On April 30, 1992, President George H. W. Bush signed Executive Order No. 12803 on infrastructure privatization, which created PPPs by clearing federal barriers for cities and states to lease public works infrastructure to private investors.

The Canadian National Policy Framework for Strategic Gateways and Trade Corridors shares with the Texas DOT a vision that "intermodal transportation" is one key concept required to understanding the plans now being implemented for building new NAFTA Superhighway infrastructure.
"Intermodal transportation" involves moving containers by a variety of modes of transportation, including ship, airplane, truck and train, without having to repack the containers.
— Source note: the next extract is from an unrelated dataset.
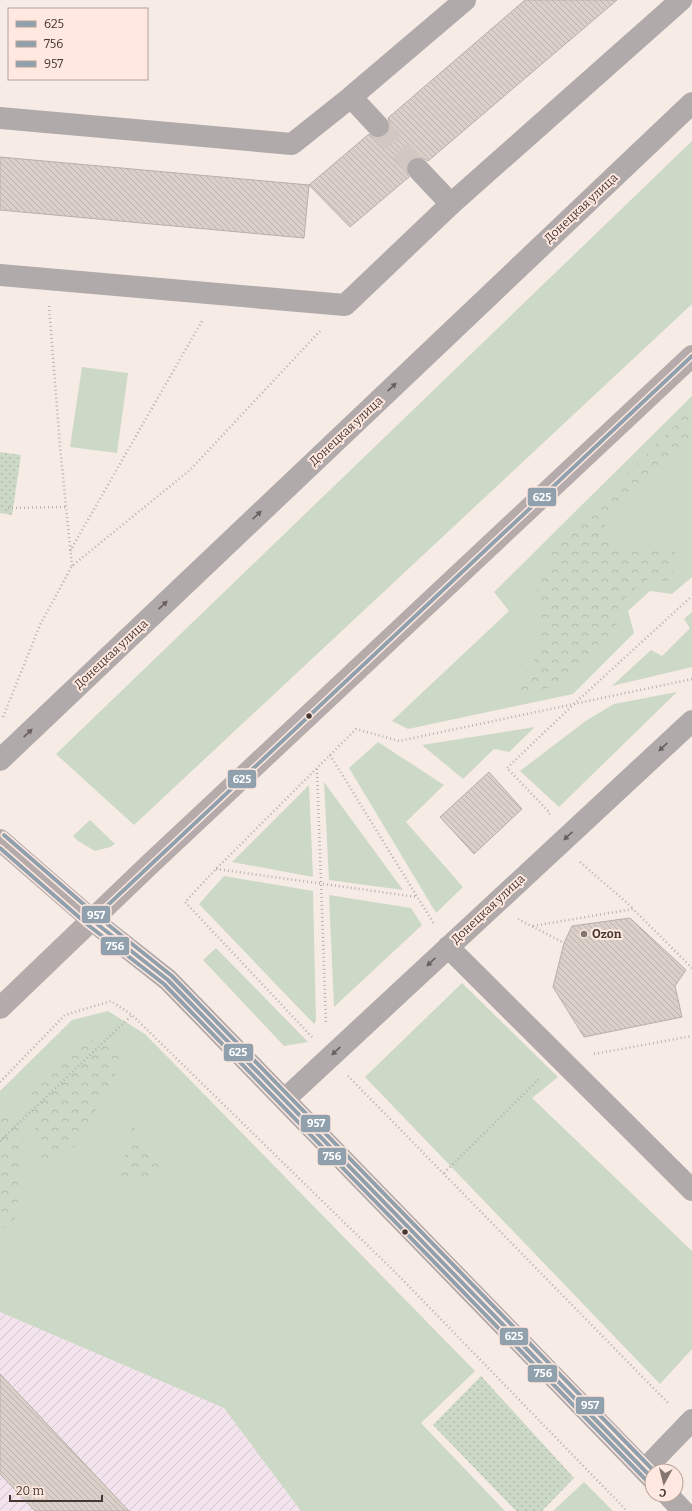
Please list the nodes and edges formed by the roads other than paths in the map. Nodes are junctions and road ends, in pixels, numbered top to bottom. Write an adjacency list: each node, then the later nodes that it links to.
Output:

WND has reported the underlying agenda of the multi-national corporations is to redesign and reconfigure NAFTA trade corridors, such as Interstate 35, into new NAFTA Superhighways that will minimize the cost of transporting containers of manufactured goods originating in China and the Far East to their ultimate destinations in North America.

Thus, a container originating in China with low-cost manufactured goods built by Chinese low-cost labor can head toward North American consumers in a container ship across the Pacific Ocean.
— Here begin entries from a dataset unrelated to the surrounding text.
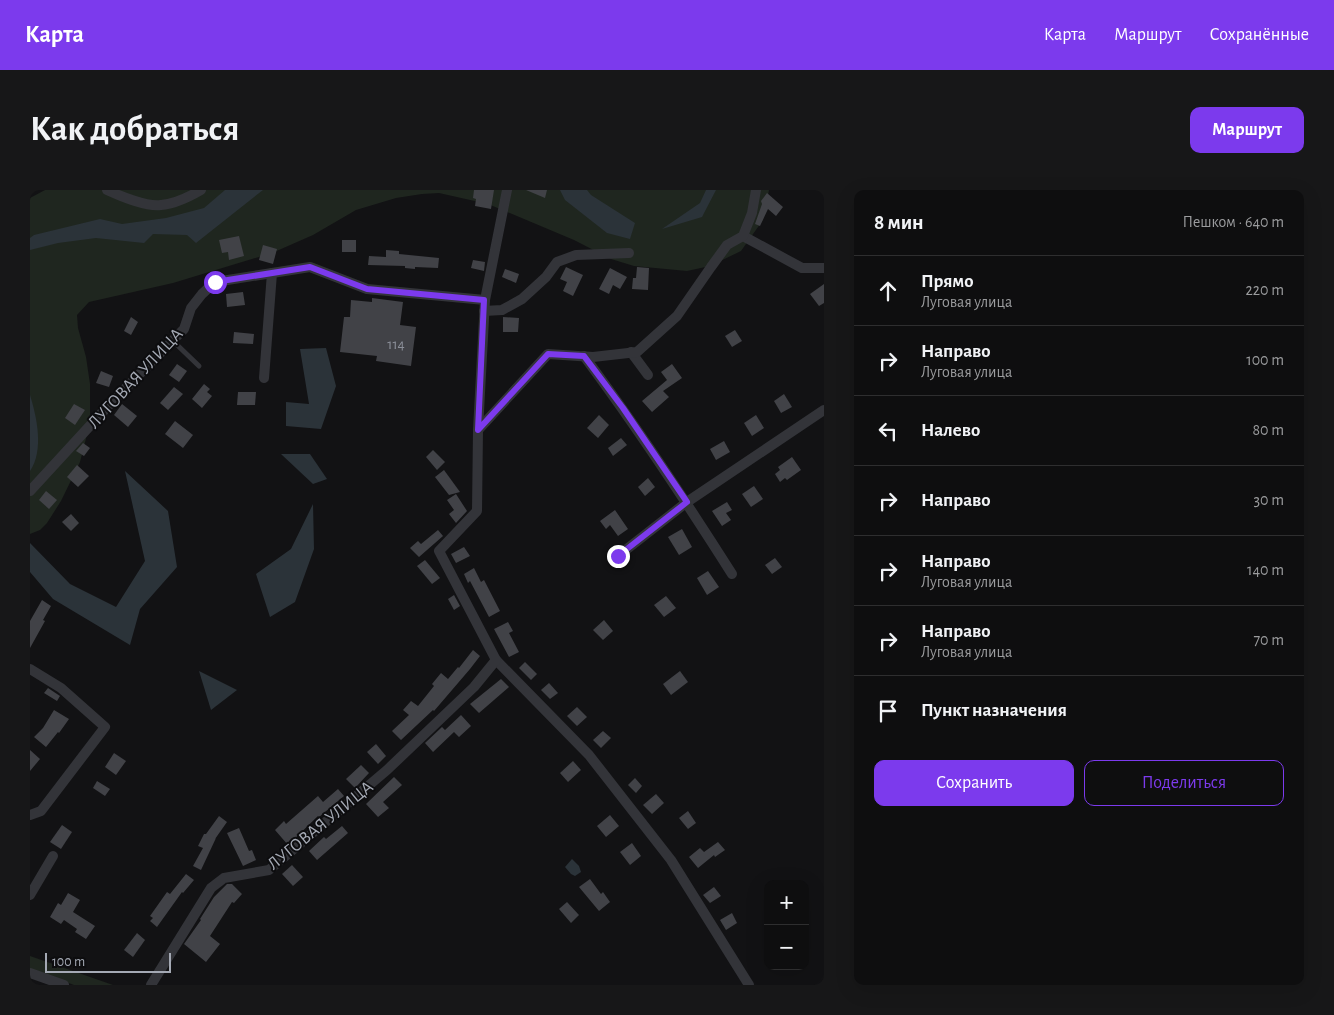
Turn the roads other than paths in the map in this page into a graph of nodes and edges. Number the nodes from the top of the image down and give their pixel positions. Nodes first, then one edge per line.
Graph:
1 (107, 190) edge
2 (201, 190) edge
3 (507, 190) edge
4 (756, 190) edge
5 (743, 236) junction
6 (628, 253) dead end
7 (824, 268) edge
8 (272, 272) junction
9 (484, 300) junction
10 (484, 311) junction
11 (172, 341) junction
12 (631, 352) junction
13 (584, 356) junction
14 (199, 366) dead end
15 (648, 375) dead end
16 (264, 378) dead end
17 (824, 410) edge
18 (478, 430) junction
19 (30, 491) edge
20 (687, 502) junction
21 (618, 556) dead end
22 (732, 574) dead end
23 (496, 660) junction
24 (30, 669) edge
25 (30, 815) edge
26 (53, 856) dead end
27 (30, 895) edge
28 (30, 973) edge
29 (64, 985) edge
30 (151, 985) edge
31 (749, 985) edge

1 - 2 street
3 - 9 street
4 - 5 street
5 - 7 street
5 - 12 street
6 - 10 street
8 - 9 street, ЛУГОВАЯ УЛИЦА
8 - 11 street, ЛУГОВАЯ УЛИЦА
8 - 16 street
9 - 10 street
10 - 18 street
11 - 14 lane
11 - 19 street, ЛУГОВАЯ УЛИЦА
12 - 13 street
12 - 15 street
13 - 18 street
13 - 20 street
17 - 20 street
18 - 23 street
20 - 21 street
20 - 22 street
23 - 30 street, ЛУГОВАЯ УЛИЦА
23 - 31 street
24 - 25 street
26 - 27 street
28 - 29 street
Unloading the container in Mexican ports, such as Manzanillo and Lazaro Cardenas on Mexico's Pacific coast south of Texas, further reduces costs by using Mexican dock workers to unload the goods and Mexican trucks and Mexican trains to transport the goods north along trade corridor transportation infrastructure, such as TTC-35.

Map highlighting the I-35 corridor from Mexico to Canada.
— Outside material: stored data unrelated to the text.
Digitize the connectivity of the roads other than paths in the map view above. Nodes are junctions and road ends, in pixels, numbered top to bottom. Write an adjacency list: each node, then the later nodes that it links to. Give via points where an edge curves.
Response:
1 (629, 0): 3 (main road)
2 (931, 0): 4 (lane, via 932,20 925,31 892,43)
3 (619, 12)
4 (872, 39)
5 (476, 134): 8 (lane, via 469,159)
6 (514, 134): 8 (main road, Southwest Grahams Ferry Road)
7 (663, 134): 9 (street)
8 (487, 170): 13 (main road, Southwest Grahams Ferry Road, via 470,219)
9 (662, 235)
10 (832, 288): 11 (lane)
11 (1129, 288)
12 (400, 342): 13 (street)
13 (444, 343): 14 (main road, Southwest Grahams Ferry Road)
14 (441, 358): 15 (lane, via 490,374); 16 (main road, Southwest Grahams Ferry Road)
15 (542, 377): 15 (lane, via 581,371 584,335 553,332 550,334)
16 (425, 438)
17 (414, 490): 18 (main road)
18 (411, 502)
Newly defined "inland port" cities such as Kansas City, San Antonio, and Denver then become warehousing centers for depositing the Chinese containers, so they can be transported, largely by truck, to their ultimate retailing regional distribution center or local mass market outlet.
The importance of this intermodal transportation concept as a design principal behind the reconfiguration of NAFTA Superhighway infrastructure is evidenced when the Canadian National Policy Framework for Strategic Gateways and Trade Corridors openly states, "With businesses increasingly relying on seamless, secure and efficient multi-modal transportation systems as keys to their success, transportation is being recognized as more than ever to Canada's competitiveness."

It references the Conference Board of Canada, the Canadian equivalent of the U.S. Chamber of Commerce, as endorsing this multimodal concept, quoting the Conference Board in their four-volume "Mission Policy" recommendations as stating, "Private industry and all levels of government need to be relentless in pursuing the modernization and coordination of trade, transportation and border infrastructure, including security, as a national priority."

WND has previously reported the North American Competitiveness Council, a group of 30 multi-national corporations hand-picked by the U.S. Chamber of Commerce, the Canadian Council of Chief Executives, and the Instituto Mexicano par la Competitividad, was the only group allowed to meet in the closed-door meetings with the leaders, bureaucrats and top-level ministers at the third SPP summit in Montebello, Quebec, on Aug. 20-21.

WND has also reported the ports of Manzanillo and Lazaro Cardenas are managed by the Communist Chinese port operating firm Hutchison Ports Holding, which is involved in a joint venture with Lockheed Martin installing RFID sensors along Interstate 35 to track the progress of Chinese containers from the Mexican ports as they travel the NAFTA Superhighway.
The Ontario-Quebec Continental Gateway and Trade Corridor is part of the Harper "New Government" 2007 budget plan, "Building Canada," designed to invest $33 billion in Canadian transportation infrastructure between 2007 and 2014.

The "Building Canada" infrastructure plan includes $2.1 billion through the Gateways and Border Crossing Fund "to improve the flow of goods between Canada and the rest of the world by enhancing infrastructure at key locations, such as major border crossings between Canada and the United States."